- [Exercise goal]:
Look at every line below and count those containing "Roosevelt". Answer with the number only.

- [Data shown]:
----
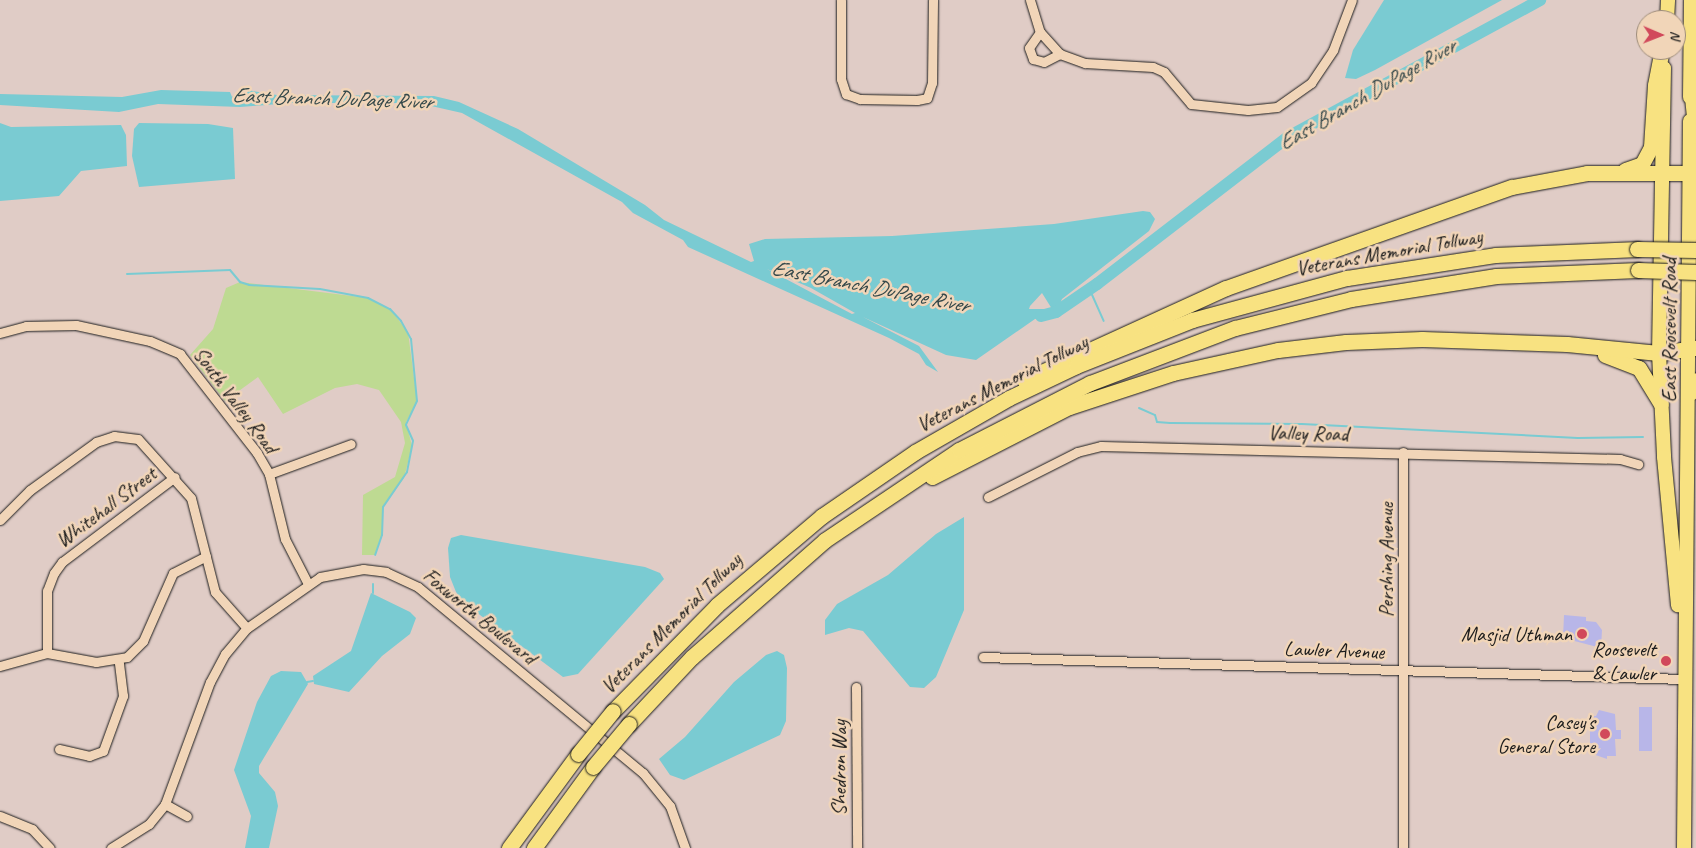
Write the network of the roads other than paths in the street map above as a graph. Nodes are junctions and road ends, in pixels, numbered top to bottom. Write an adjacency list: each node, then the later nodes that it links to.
1 (841, 0): 2 (street)
2 (933, 0)
3 (1030, 0): 6 (street)
4 (1352, 0): 7 (street)
5 (1691, 0): 10 (main road, East Roosevelt Road)
6 (1040, 32): 7 (street); 7 (street)
7 (1060, 54)
8 (1661, 60): 12 (highway)
9 (1663, 60): 13 (main road, East Roosevelt Road)
10 (1691, 87): 11 (highway); 14 (main road, East Roosevelt Road)
11 (1696, 136)
12 (1619, 172): 13 (highway); 24 (highway)
13 (1660, 173): 14 (highway); 20 (main road, East Roosevelt Road)
14 (1693, 173): 19 (main road, East Roosevelt Road)
15 (1696, 250): 24 (highway, Veterans Memorial Tollway, bridge)
16 (1696, 272): 30 (highway, Veterans Memorial Tollway, bridge)
17 (0, 333): 27 (street, South Valley Road)
18 (1532, 345): 20 (highway); 22 (highway); 30 (highway)
19 (1692, 347): 20 (highway); 21 (main road, East Roosevelt Road)
20 (1660, 353): 22 (main road, East Roosevelt Road)
21 (1693, 387): 38 (main road, East Roosevelt Road)
22 (1661, 404): 38 (main road, East Roosevelt Road)
23 (350, 444): 27 (street)
24 (915, 452): 49 (highway, Veterans Memorial Tollway, bridge)
25 (1403, 452): 26 (street, Valley Road); 29 (street, Valley Road); 40 (street, Pershing Avenue)
26 (1638, 464)
27 (269, 474): 33 (street, South Valley Road)
28 (175, 477): 31 (street); 32 (street); 35 (street, Whitehall Street)
29 (988, 497)
30 (881, 500): 50 (highway, Veterans Memorial Tollway, bridge)
31 (0, 520)
32 (206, 556): 34 (street); 37 (street)
33 (308, 584): 34 (street, Foxworth Boulevard); 51 (street, Foxworth Boulevard)
34 (247, 628): 44 (street, Foxworth Boulevard)
35 (47, 653): 37 (street); 39 (street)
36 (983, 657): 40 (street, Lawler Avenue)
37 (119, 661): 43 (street)
38 (1690, 661): 41 (main road, East Roosevelt Road)
39 (0, 666)
40 (1403, 670): 41 (street, Lawler Avenue); 53 (street, Pershing Avenue)
41 (1684, 679): 54 (main road, East Roosevelt Road)
42 (856, 688): 52 (street, Shedron Way)
43 (59, 749)
44 (165, 804): 46 (street); 48 (street, Foxworth Boulevard)
45 (0, 816): 47 (street)
46 (187, 816)
47 (50, 848)
48 (112, 848)
49 (509, 848)
50 (534, 848)
51 (685, 848)
52 (857, 848)
53 (1403, 848)
54 (1684, 848)

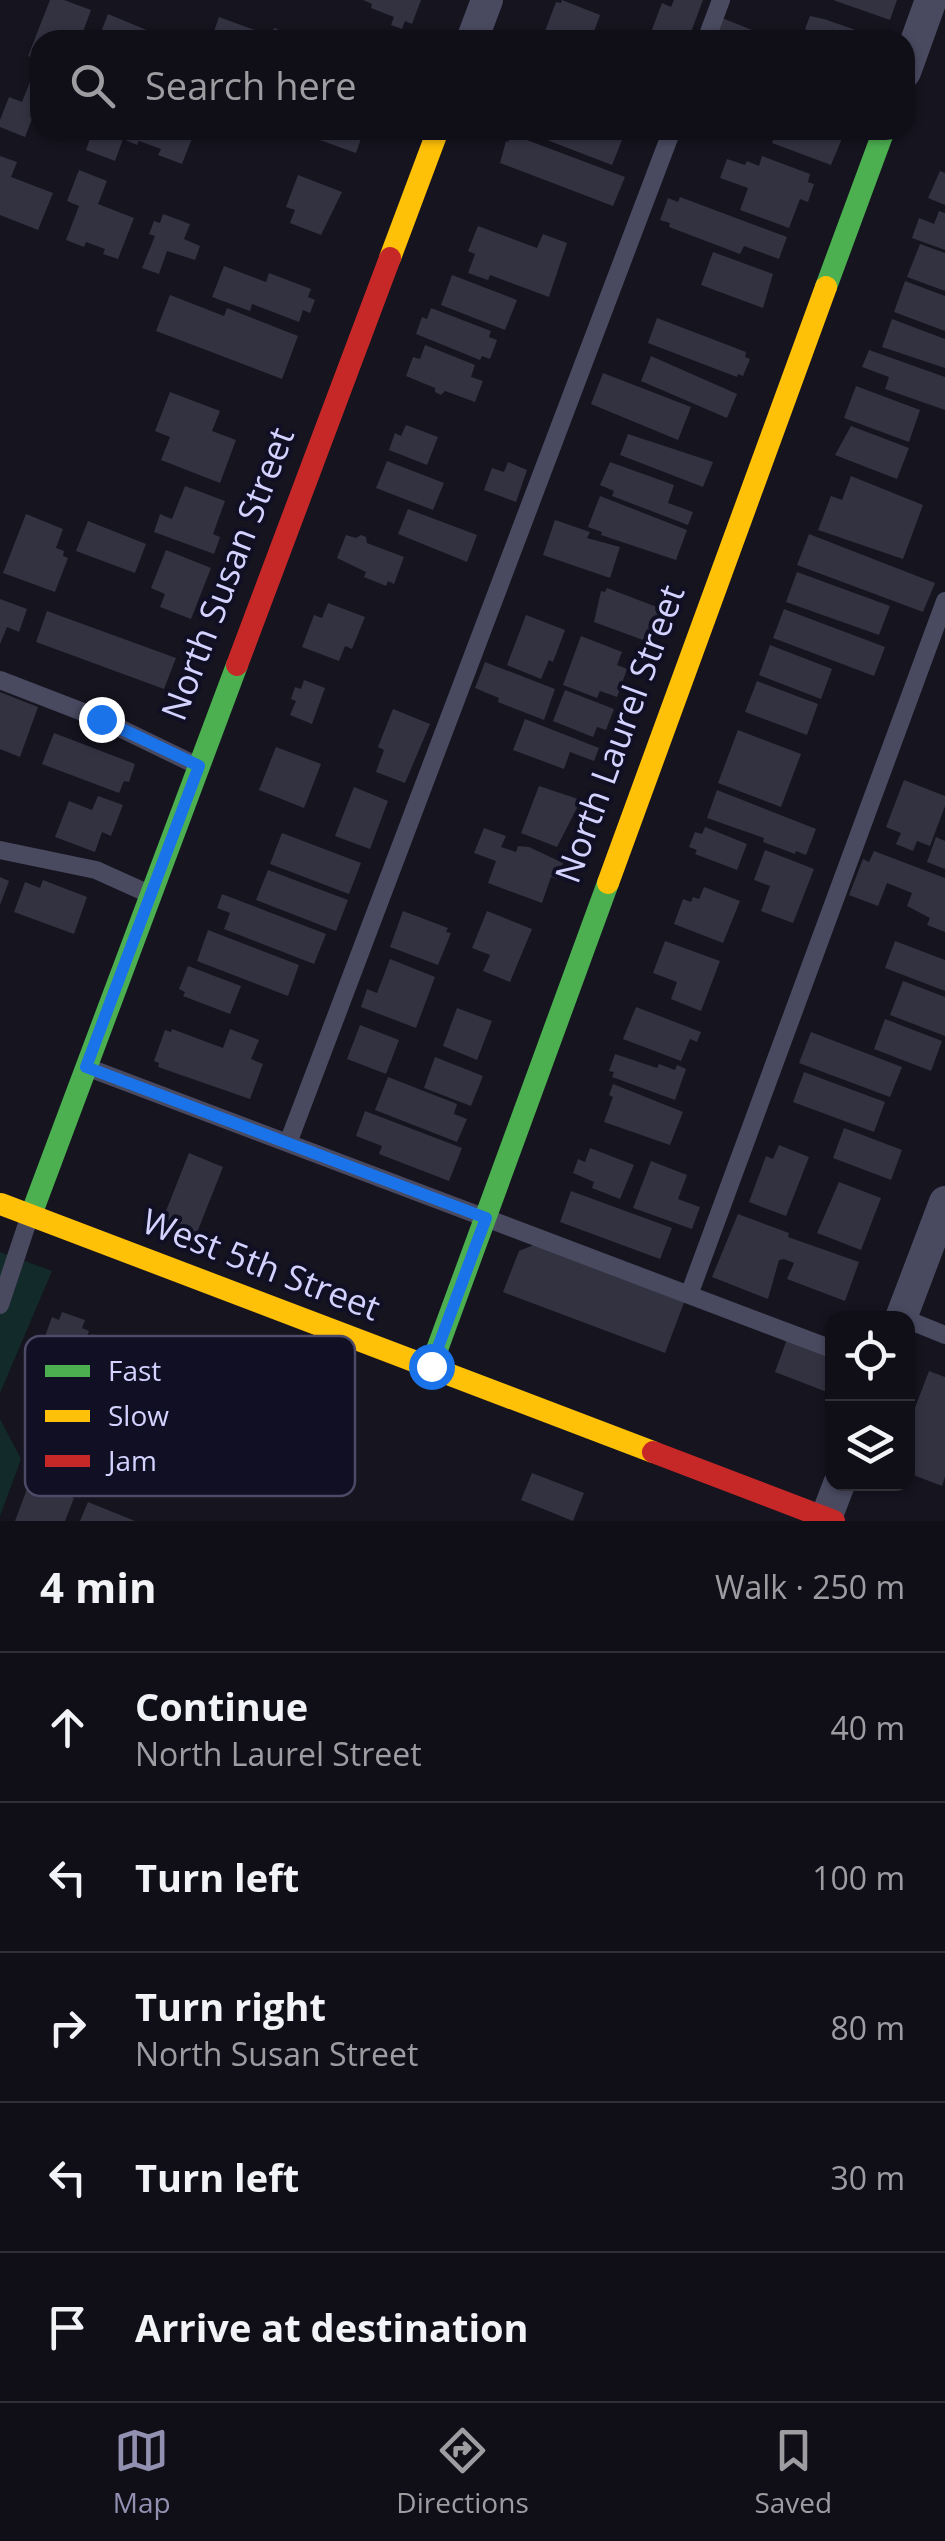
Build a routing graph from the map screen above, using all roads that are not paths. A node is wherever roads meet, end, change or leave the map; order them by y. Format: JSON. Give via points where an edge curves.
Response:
{"nodes":[{"id":1,"x":487,"y":0,"type":"edge"},
{"id":2,"x":721,"y":0,"type":"edge"},
{"id":3,"x":931,"y":0,"type":"edge"},
{"id":4,"x":476,"y":30,"type":"edge"},
{"id":5,"x":710,"y":30,"type":"edge"},
{"id":6,"x":915,"y":44,"type":"edge"},
{"id":7,"x":434,"y":140,"type":"edge"},
{"id":8,"x":668,"y":140,"type":"edge"},
{"id":9,"x":880,"y":140,"type":"edge"},
{"id":10,"x":945,"y":601,"type":"edge"},
{"id":11,"x":0,"y":680,"type":"edge"},
{"id":12,"x":199,"y":766,"type":"junction"},
{"id":13,"x":0,"y":850,"type":"edge"},
{"id":14,"x":151,"y":894,"type":"junction"},
{"id":15,"x":86,"y":1067,"type":"junction"},
{"id":16,"x":288,"y":1143,"type":"junction"},
{"id":17,"x":945,"y":1202,"type":"edge"},
{"id":18,"x":0,"y":1204,"type":"edge"},
{"id":19,"x":30,"y":1215,"type":"junction"},
{"id":20,"x":486,"y":1218,"type":"junction"},
{"id":21,"x":689,"y":1295,"type":"junction"},
{"id":22,"x":0,"y":1304,"type":"edge"},
{"id":23,"x":907,"y":1311,"type":"edge"},
{"id":24,"x":915,"y":1323,"type":"edge"},
{"id":25,"x":945,"y":1334,"type":"edge"},
{"id":26,"x":351,"y":1336,"type":"edge"},
{"id":27,"x":355,"y":1337,"type":"edge"},
{"id":28,"x":825,"y":1346,"type":"edge"},
{"id":29,"x":431,"y":1366,"type":"junction"},
{"id":30,"x":838,"y":1491,"type":"edge"},
{"id":31,"x":829,"y":1520,"type":"edge"}],
"edges":[{"from":1,"to":4,"type":"street"},
{"from":2,"to":5,"type":"lane"},
{"from":3,"to":6,"type":"street"},
{"from":7,"to":12,"type":"street","name":"North Susan Street"},
{"from":8,"to":16,"type":"lane"},
{"from":9,"to":20,"type":"street","name":"North Laurel Street"},
{"from":10,"to":21,"type":"lane"},
{"from":11,"to":12,"type":"lane"},
{"from":12,"to":14,"type":"street","name":"North Susan Street"},
{"from":13,"to":14,"type":"lane","via":[[96,870]]},
{"from":14,"to":15,"type":"street","name":"North Susan Street"},
{"from":15,"to":16,"type":"lane"},
{"from":15,"to":19,"type":"street","name":"North Susan Street"},
{"from":16,"to":20,"type":"lane"},
{"from":17,"to":23,"type":"street"},
{"from":18,"to":19,"type":"street","name":"West 5th Street"},
{"from":19,"to":22,"type":"lane"},
{"from":19,"to":26,"type":"street","name":"West 5th Street"},
{"from":20,"to":21,"type":"lane"},
{"from":20,"to":29,"type":"street","name":"North Laurel Street"},
{"from":21,"to":28,"type":"lane"},
{"from":24,"to":25,"type":"lane"},
{"from":27,"to":29,"type":"street","name":"West 5th Street"},
{"from":29,"to":31,"type":"street","name":"West 5th Street"},
{"from":30,"to":31,"type":"street"}]}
----
- [Answer section]:
11